[Collected data]
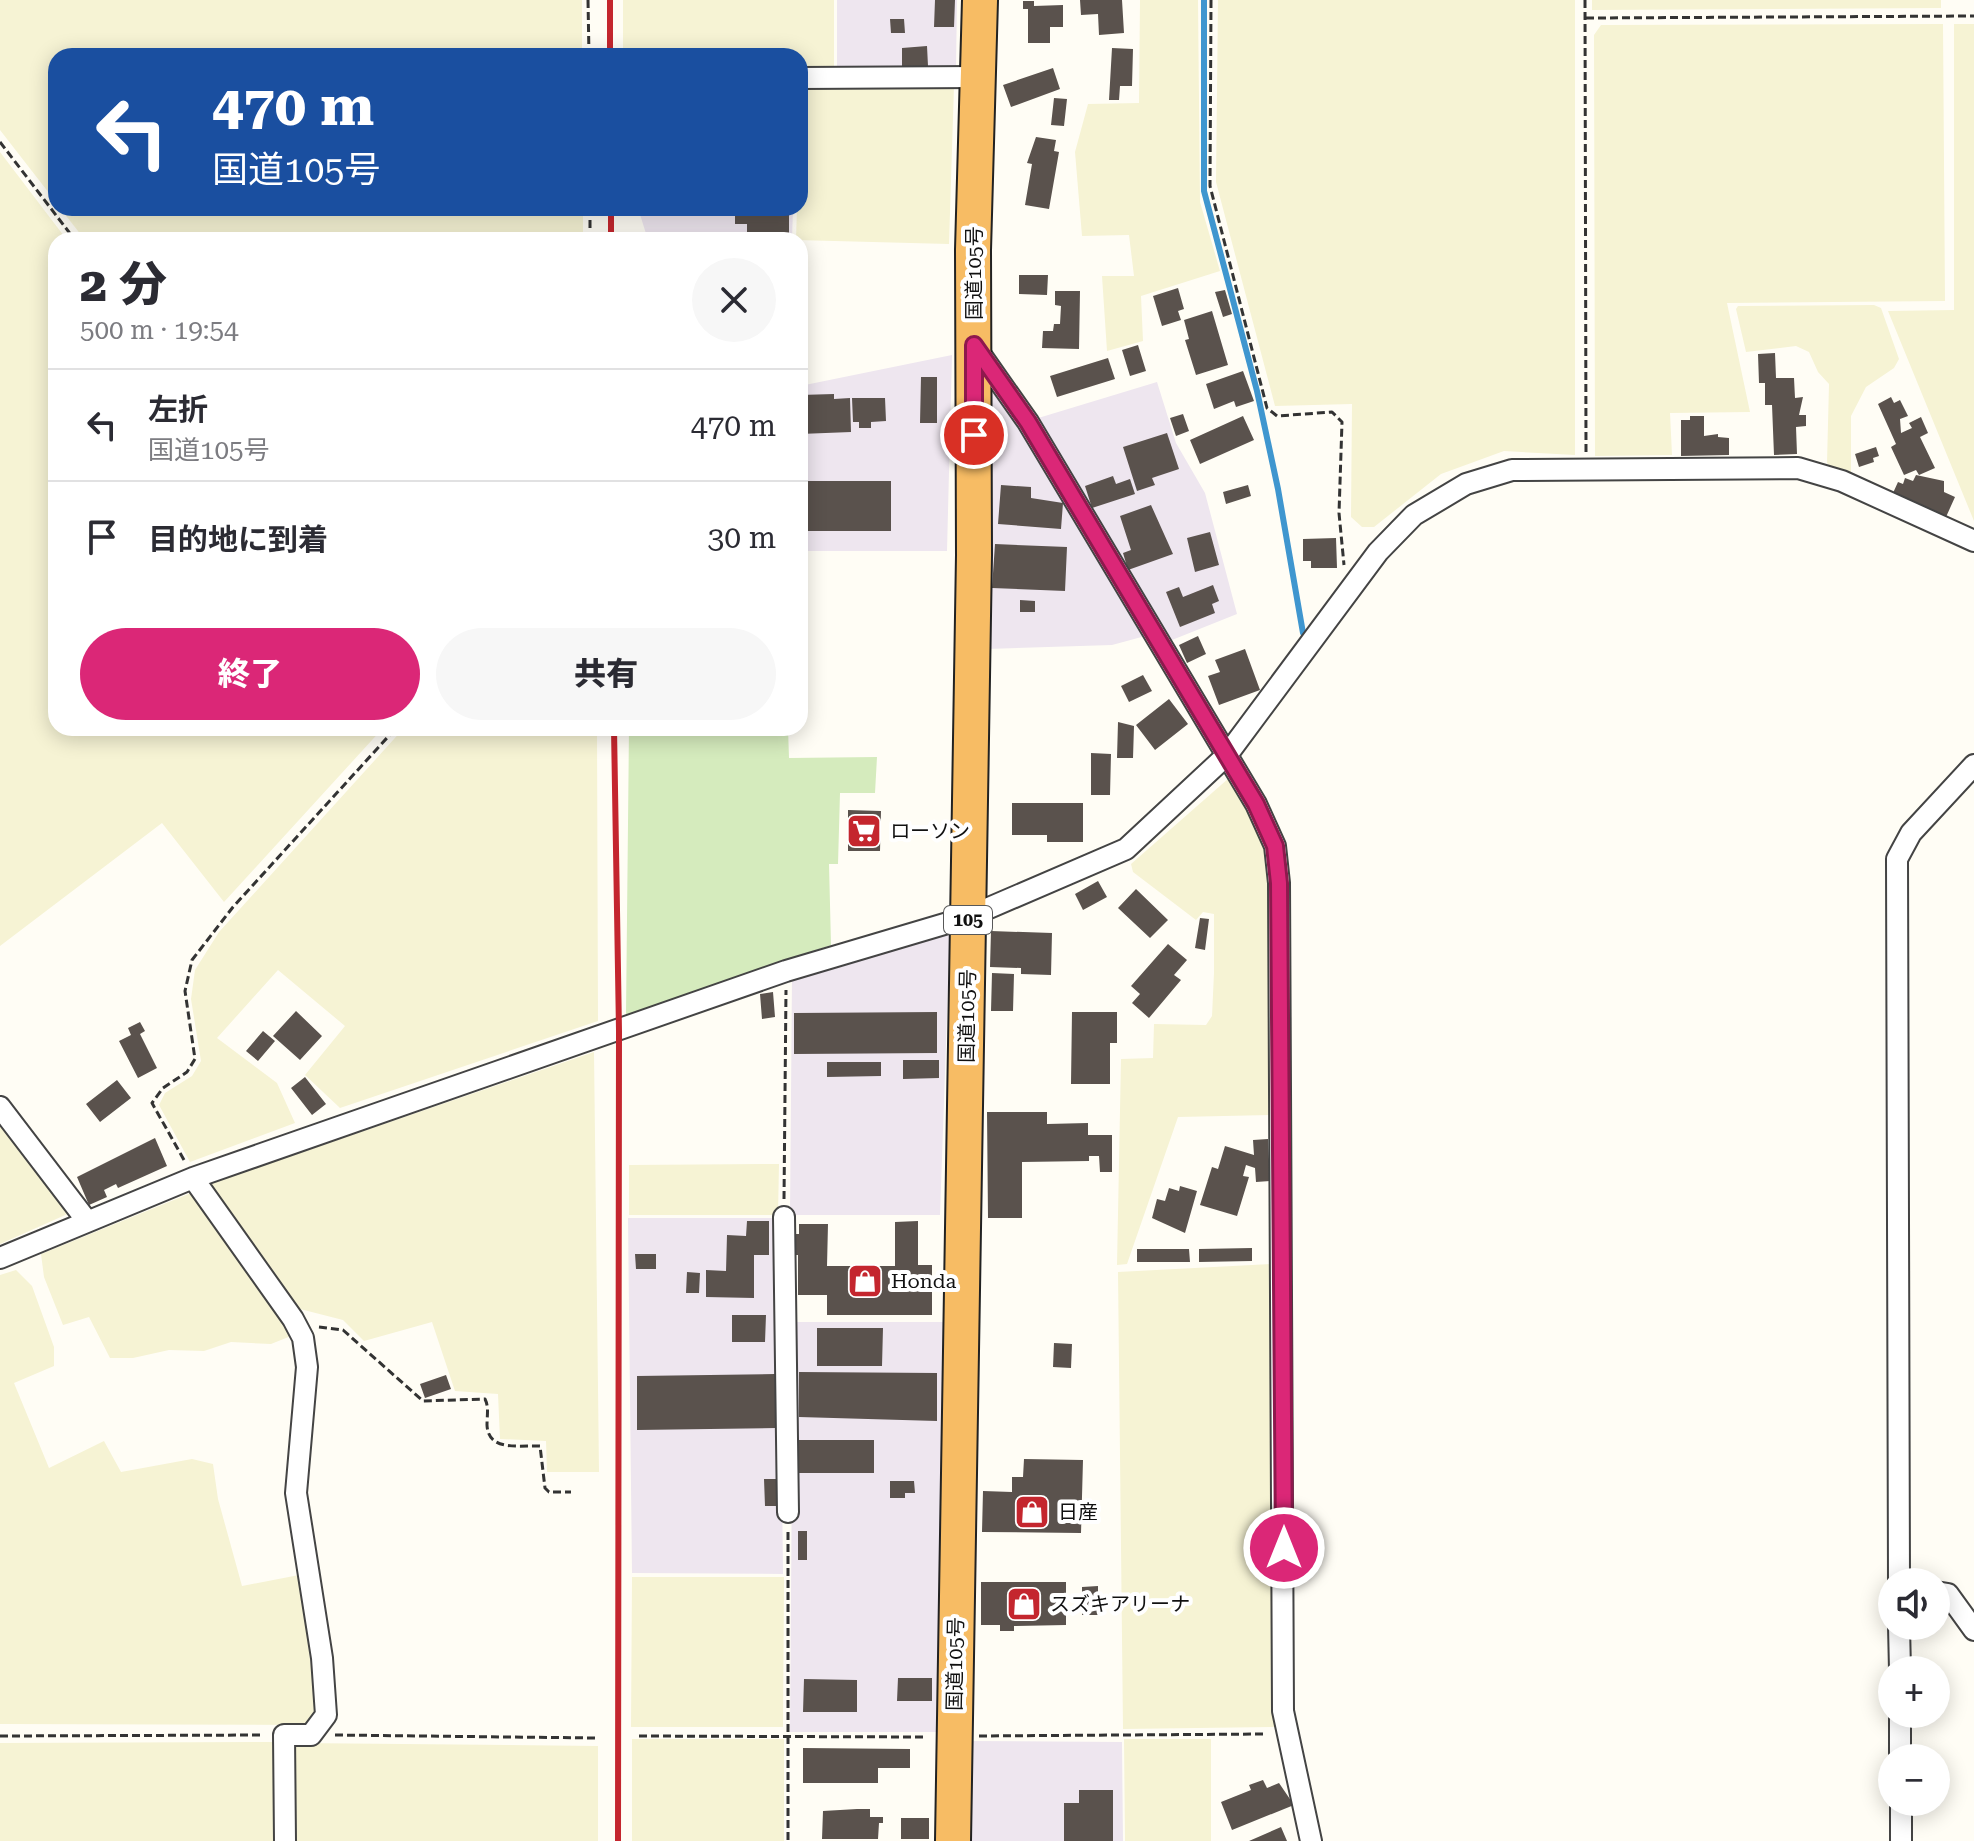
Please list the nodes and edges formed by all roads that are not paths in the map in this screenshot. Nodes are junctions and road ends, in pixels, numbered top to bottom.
1 (980, 0) edge
2 (978, 77) junction
3 (808, 78) edge
4 (974, 345) junction
5 (1974, 541) edge
6 (1227, 755) junction
7 (1974, 765) edge
8 (968, 917) junction
9 (0, 1107) edge
10 (193, 1178) junction
11 (784, 1217) road end
12 (87, 1221) junction
13 (0, 1258) edge
14 (788, 1512) road end
15 (1899, 1568) edge
16 (1950, 1597) edge
17 (1974, 1630) edge
18 (1901, 1816) edge
19 (285, 1841) edge
20 (953, 1841) edge
21 (1311, 1841) edge
22 (1901, 1841) edge

1 - 2 highway, 国道105号 / 105
2 - 3 street
2 - 4 highway, 国道105号 / 105
4 - 6 street
4 - 8 highway, 国道105号 / 105
5 - 6 street
6 - 8 street
6 - 21 street
7 - 15 street
8 - 10 street
8 - 20 highway, 国道105号 / 105
9 - 12 street
10 - 12 street
10 - 19 street
11 - 14 street
12 - 13 street
16 - 17 street
18 - 22 street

• [Exercise prompt] The data above is to be printed exactly, all of it, except for the pictures.

• [Response box]
Please list the nodes and edges formed by all roads that are not paths in the map in this screenshot. Nodes are junctions and road ends, in pixels, numbered top to bottom.
1 (980, 0) edge
2 (978, 77) junction
3 (808, 78) edge
4 (974, 345) junction
5 (1974, 541) edge
6 (1227, 755) junction
7 (1974, 765) edge
8 (968, 917) junction
9 (0, 1107) edge
10 (193, 1178) junction
11 (784, 1217) road end
12 (87, 1221) junction
13 (0, 1258) edge
14 (788, 1512) road end
15 (1899, 1568) edge
16 (1950, 1597) edge
17 (1974, 1630) edge
18 (1901, 1816) edge
19 (285, 1841) edge
20 (953, 1841) edge
21 (1311, 1841) edge
22 (1901, 1841) edge

1 - 2 highway, 国道105号 / 105
2 - 3 street
2 - 4 highway, 国道105号 / 105
4 - 6 street
4 - 8 highway, 国道105号 / 105
5 - 6 street
6 - 8 street
6 - 21 street
7 - 15 street
8 - 10 street
8 - 20 highway, 国道105号 / 105
9 - 12 street
10 - 12 street
10 - 19 street
11 - 14 street
12 - 13 street
16 - 17 street
18 - 22 street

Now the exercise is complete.